══ RECORDS FOR THE EXERCISE
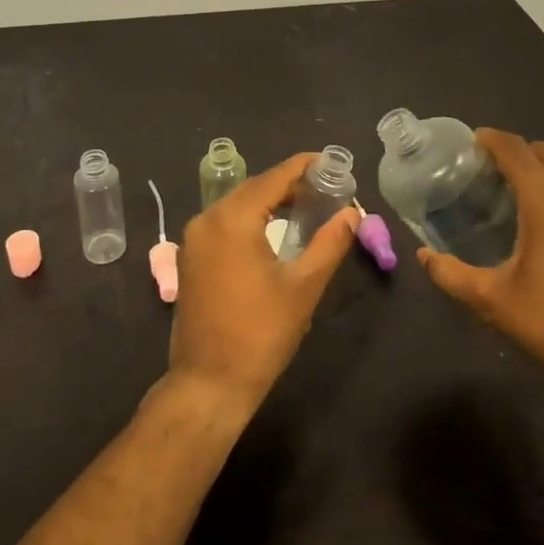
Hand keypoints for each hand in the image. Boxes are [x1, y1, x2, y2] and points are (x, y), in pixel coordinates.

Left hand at [167, 152, 359, 418]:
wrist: (208, 382)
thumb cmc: (260, 334)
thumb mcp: (303, 287)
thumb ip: (330, 243)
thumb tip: (352, 213)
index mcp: (233, 219)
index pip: (273, 178)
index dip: (303, 166)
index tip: (329, 162)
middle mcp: (207, 218)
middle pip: (253, 188)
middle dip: (288, 183)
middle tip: (324, 187)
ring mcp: (194, 238)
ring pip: (237, 204)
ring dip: (269, 200)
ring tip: (305, 206)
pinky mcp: (191, 257)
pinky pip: (223, 222)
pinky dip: (250, 218)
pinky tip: (273, 229)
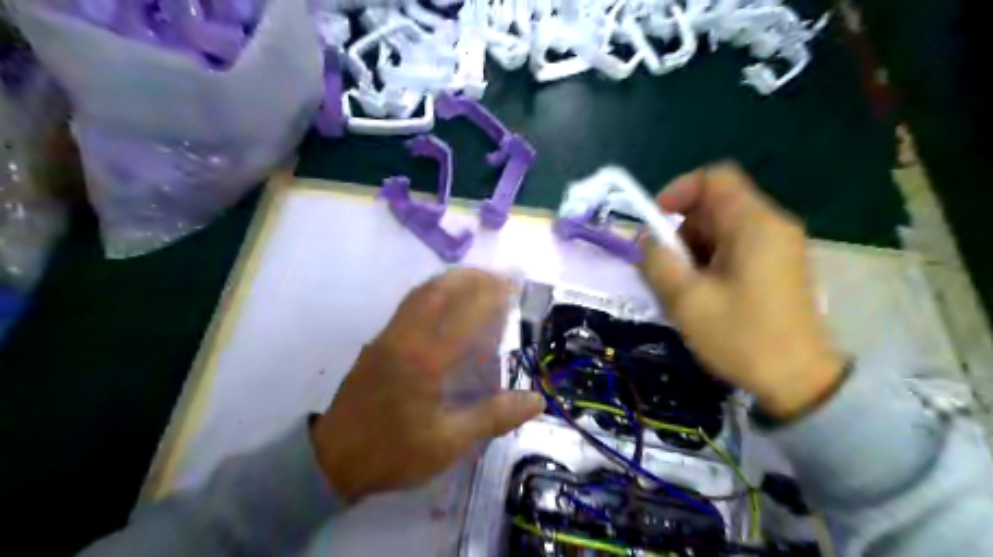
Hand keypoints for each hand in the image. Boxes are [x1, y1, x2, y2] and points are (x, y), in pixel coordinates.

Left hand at [309, 269, 540, 501]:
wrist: (331, 461)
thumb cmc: (393, 452)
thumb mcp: (449, 442)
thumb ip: (494, 416)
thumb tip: (536, 400)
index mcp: (425, 360)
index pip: (465, 312)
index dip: (493, 294)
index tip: (515, 286)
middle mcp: (405, 338)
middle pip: (439, 289)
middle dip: (472, 277)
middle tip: (499, 278)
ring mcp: (388, 336)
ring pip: (421, 292)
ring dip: (451, 280)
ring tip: (477, 283)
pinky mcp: (378, 342)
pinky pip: (409, 305)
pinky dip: (434, 292)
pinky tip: (446, 305)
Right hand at [639, 163, 840, 419]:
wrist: (800, 382)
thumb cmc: (741, 337)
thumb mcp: (686, 300)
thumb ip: (657, 261)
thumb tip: (647, 240)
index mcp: (754, 225)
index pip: (714, 178)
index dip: (679, 191)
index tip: (655, 223)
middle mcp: (771, 226)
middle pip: (716, 205)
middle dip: (681, 229)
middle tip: (664, 266)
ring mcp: (778, 247)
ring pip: (723, 228)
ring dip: (693, 248)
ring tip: (680, 285)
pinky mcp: (777, 267)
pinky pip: (735, 247)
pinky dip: (710, 260)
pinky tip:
════
- [EXERCISE GOAL]: Of the lines above, copy each one that contains the word "middle".

- [WRITTEN SOLUTION]:
middle mcp: (207, 218)
middle pip: (253, 188)
middle dip: (288, 183)
middle tip: (324, 187)
middle mcp: (405, 338)
middle pip: (439, 289)
middle dip: (472, 277)
middle tip: (499, 278)
middle mcp: (771, 226)
middle pip: (716, 205)
middle dip: (681, 229)
middle tip: (664, 266)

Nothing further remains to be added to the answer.